Many of you out there already have some great cast iron cookware in your possession. Whether you purchased it, or it is an heirloom that has been passed down in your family. This might not apply to you...unless you are frustrated with your cast iron, then read on!
Keeping your cast iron cooking its best is all about upkeep. Unlike more modern Teflon cookware, you can't just throw it in the dishwasher and call it a day. Also unlike modern Teflon cookware, it doesn't create toxic off-gas at high temperatures (look that up, it will change your cooking world).
The main things you need to know are how to use cast iron, how to season cast iron, and how to clean cast iron.
CAST IRON USE
The nice thing about cast iron is that it is extremely durable when it comes to use. It is especially great for cooking at high temperatures, be it on the stove top or in the oven.
Also, there isn't a frail nonstick surface to worry about. I have utensils that are labeled "flatware 18 10" stainless steel. Normally, they would scratch and breakdown a Teflon pan very easily. No problem with cast iron.
One thing to keep in mind is that you should always allow your cast iron cookware to get to an optimal temperature for whatever you're using it for. So, always preheat it for cooking, and always let it cool all the way before cleaning.
Although it is slower to heat, it holds the heat longer. Since there is no rapid cooling, you'll be cooking on an even heat and getting no hot-spots to throw off your recipe.
CAST IRON SEASONING
If you're very new to cast iron, you're probably looking at this cookware and thinking "Nonstick? Yeah, right." With the proper seasoning process, it can be.
If you go out and purchase a new lodge cast iron skillet, it will say "preseasoned" on it. I offer these two pieces of advice: don't pick eggs as the first thing you cook on it; and go ahead and season it yourself anyway.
To season cast iron:
• wash and dry (see next section for details)
• wipe on a layer of cooking oil
• place in a preheated oven
- either 250 degrees F for two hours or 350 degrees F for one hour. I prefer 250.

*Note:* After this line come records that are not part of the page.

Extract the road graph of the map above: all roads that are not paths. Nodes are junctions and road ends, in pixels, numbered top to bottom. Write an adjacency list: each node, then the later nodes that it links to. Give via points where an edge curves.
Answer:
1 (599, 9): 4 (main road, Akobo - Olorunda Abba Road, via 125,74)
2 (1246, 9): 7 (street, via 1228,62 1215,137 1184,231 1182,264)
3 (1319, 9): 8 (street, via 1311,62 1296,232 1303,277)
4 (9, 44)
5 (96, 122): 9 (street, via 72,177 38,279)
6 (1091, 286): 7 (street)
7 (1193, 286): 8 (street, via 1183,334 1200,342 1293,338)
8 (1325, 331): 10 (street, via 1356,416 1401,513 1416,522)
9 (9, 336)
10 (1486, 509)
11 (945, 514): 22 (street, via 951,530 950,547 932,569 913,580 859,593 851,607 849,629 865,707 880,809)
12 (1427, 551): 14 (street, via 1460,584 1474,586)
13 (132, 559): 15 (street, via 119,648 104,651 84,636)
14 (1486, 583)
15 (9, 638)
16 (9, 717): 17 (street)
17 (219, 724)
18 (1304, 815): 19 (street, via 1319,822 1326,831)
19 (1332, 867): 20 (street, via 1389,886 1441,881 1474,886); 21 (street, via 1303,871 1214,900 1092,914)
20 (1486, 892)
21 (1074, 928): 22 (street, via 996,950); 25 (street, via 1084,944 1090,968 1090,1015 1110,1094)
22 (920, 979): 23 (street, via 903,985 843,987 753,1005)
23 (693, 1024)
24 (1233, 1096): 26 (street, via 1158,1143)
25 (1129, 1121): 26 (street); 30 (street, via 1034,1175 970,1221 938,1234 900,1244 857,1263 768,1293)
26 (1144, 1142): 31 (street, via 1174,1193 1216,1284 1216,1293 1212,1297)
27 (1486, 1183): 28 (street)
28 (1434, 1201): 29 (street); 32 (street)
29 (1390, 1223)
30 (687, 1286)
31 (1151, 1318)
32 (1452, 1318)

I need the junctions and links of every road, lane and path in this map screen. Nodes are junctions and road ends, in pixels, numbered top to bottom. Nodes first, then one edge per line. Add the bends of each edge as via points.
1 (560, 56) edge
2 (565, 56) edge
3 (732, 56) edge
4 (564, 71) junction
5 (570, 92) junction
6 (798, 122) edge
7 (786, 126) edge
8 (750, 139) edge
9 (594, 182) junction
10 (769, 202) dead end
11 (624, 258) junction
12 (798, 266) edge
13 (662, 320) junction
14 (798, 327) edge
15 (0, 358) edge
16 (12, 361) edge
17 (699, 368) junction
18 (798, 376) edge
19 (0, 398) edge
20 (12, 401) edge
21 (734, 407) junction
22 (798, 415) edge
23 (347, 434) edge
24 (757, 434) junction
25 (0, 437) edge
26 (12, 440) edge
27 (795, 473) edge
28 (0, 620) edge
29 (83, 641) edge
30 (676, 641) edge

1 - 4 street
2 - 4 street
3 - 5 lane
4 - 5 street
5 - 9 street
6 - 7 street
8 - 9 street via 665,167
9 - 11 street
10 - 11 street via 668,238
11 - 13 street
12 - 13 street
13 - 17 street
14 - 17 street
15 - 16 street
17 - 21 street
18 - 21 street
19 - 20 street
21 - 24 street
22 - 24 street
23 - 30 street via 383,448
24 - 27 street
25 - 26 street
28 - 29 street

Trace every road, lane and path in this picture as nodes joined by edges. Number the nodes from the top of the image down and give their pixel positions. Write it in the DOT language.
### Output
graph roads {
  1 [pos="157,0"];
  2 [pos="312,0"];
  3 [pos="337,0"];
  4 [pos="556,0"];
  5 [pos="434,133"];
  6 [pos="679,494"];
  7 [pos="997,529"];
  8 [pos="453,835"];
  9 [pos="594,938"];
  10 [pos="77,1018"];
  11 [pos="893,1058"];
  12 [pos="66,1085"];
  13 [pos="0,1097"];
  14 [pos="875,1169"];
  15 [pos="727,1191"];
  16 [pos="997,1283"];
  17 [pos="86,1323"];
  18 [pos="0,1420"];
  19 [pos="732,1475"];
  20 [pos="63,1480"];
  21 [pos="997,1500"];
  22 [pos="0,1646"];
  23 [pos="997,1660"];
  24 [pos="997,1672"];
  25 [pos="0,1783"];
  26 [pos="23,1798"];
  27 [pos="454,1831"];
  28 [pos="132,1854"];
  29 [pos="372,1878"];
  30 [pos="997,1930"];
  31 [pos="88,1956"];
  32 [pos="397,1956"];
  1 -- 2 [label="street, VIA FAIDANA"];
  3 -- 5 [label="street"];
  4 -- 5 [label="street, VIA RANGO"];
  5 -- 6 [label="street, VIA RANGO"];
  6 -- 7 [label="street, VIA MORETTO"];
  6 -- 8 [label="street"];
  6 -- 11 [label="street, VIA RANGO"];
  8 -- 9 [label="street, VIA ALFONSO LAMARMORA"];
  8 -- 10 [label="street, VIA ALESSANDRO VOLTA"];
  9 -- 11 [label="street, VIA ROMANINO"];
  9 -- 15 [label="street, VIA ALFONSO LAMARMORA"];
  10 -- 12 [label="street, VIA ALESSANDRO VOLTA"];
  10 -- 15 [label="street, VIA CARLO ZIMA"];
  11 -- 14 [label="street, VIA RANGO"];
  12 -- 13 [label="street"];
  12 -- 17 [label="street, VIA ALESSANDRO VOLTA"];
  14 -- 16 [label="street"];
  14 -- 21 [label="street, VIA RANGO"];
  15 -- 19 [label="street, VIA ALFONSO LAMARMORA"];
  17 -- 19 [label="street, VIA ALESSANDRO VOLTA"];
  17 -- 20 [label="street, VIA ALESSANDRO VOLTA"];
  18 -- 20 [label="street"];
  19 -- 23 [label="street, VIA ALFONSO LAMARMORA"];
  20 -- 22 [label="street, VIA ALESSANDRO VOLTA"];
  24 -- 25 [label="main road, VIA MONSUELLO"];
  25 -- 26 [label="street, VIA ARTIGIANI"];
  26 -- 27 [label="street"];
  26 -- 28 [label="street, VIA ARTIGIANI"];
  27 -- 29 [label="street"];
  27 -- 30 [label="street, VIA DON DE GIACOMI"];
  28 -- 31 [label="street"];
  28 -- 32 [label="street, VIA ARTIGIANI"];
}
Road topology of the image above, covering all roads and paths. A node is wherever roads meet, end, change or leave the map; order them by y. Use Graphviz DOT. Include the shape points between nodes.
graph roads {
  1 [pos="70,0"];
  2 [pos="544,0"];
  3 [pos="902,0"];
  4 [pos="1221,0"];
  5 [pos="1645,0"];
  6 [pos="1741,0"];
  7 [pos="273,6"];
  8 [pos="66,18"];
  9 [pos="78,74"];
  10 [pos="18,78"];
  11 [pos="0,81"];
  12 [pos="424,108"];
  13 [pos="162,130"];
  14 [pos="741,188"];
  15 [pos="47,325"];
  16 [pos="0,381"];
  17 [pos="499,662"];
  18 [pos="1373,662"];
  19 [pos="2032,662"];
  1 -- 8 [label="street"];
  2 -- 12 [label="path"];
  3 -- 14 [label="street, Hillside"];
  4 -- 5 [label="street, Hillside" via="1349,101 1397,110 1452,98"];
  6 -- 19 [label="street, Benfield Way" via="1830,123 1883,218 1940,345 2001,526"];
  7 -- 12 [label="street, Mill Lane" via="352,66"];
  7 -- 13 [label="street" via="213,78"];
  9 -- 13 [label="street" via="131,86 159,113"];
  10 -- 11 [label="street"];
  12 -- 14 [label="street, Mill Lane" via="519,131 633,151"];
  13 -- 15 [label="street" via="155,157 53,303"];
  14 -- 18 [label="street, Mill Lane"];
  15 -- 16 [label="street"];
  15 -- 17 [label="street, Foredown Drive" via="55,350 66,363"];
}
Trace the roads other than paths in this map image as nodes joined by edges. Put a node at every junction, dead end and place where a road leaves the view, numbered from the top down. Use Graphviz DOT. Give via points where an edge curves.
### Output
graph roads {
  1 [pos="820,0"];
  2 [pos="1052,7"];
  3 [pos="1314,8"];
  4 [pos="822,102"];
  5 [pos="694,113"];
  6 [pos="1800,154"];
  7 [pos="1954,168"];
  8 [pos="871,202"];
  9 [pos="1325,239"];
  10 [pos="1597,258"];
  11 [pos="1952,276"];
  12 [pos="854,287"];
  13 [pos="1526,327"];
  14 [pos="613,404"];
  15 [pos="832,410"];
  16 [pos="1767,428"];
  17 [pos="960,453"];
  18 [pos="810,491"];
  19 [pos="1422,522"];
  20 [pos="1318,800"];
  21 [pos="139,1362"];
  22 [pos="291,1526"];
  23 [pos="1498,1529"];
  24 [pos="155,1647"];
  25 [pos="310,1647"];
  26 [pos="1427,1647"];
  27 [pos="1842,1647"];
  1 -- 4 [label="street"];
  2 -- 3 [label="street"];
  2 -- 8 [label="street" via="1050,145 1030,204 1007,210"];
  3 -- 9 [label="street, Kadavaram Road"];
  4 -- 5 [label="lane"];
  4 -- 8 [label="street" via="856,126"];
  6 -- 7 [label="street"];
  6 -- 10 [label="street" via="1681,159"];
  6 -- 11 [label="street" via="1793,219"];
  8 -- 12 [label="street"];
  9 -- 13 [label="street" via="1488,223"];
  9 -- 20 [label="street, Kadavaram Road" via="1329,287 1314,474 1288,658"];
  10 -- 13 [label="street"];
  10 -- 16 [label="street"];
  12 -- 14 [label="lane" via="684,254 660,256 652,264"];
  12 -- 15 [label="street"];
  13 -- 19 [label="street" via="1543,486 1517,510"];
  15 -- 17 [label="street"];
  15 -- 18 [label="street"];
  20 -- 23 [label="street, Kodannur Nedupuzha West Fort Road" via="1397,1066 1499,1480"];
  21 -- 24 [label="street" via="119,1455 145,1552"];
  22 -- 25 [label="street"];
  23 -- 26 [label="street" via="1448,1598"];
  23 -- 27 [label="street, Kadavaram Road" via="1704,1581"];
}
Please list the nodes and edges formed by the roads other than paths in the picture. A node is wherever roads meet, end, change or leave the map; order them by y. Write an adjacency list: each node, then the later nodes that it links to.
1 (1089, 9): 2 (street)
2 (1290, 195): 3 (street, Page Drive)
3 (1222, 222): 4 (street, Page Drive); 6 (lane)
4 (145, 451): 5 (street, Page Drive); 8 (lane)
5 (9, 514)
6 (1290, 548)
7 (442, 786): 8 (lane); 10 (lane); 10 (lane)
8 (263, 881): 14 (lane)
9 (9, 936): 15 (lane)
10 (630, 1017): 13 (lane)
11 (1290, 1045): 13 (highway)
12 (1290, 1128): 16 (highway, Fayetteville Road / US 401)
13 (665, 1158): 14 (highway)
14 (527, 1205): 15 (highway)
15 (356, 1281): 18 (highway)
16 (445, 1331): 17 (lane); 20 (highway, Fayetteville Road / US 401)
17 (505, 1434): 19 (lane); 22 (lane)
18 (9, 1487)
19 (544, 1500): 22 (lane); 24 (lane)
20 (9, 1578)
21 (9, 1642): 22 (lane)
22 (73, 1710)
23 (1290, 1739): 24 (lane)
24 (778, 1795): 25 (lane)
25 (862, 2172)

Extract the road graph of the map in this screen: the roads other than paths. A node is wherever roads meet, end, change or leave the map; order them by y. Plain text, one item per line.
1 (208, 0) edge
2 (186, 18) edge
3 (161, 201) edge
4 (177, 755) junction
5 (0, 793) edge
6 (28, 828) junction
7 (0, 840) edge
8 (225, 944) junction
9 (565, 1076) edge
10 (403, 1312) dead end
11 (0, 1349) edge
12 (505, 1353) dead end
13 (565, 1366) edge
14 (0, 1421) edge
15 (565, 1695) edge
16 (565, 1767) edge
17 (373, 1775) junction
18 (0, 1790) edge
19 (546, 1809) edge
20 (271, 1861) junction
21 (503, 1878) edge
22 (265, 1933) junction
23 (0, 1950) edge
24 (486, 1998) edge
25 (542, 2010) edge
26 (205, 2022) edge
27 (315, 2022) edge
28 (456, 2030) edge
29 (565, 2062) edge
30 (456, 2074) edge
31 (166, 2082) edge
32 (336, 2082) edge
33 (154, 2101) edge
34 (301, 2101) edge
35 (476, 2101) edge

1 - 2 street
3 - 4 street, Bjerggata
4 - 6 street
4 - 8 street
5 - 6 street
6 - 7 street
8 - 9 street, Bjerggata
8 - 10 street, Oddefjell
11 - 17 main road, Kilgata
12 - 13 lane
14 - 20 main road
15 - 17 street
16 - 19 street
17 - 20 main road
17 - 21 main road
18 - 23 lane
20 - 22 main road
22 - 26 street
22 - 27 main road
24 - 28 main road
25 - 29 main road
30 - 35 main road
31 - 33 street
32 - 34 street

- I also put mine in the oven upside-down on a cookie sheet to catch drips
• remove from oven and wipe off excess oil
• let cool
We do this because iron is a porous metal. The pores open up as it gets hot. If the cast iron is not seasoned, these open pores absorb the food you're cooking, effectively gripping it.
During the seasoning process the pores open up and absorb the oil. This is what makes cast iron nonstick. The seasoning will wear down with time, so this is a process that will need to be done from time to time depending on the amount of use.
CAST IRON CLEANING
Unlike stainless steel, cast iron REALLY hates water. The seasoning only offers so much protection, and cast iron WILL rust if you leave it sitting in water.
So, rule number one is never let cast iron stay wet. After you wash it, dry it right away.
To wash cast iron, I recommend just using very hot water and scrubbing with steel wool or an acrylic brush. Definitely never use the dishwasher, as this will devastate all of your seasoning efforts.
I have a separate scrubber sponge that I use just for cast iron. It gets pretty dirty looking, but as a lot of cast iron users know, that's the color of flavor.
One last thing to keep in mind, just so you don't get frustrated. Even though I love cast iron, and a lot of other people do to, one thing that is pretty common is to have your cast iron skillet, AND a smaller nonstick, non-cast iron skillet for cooking eggs.
It is really hard to successfully fry an egg on cast iron. Not impossible, but difficult. Just be aware of Teflon's toxicity. Look for a skillet lined with Thermalon or Ceramica if you feel like you need nonstick.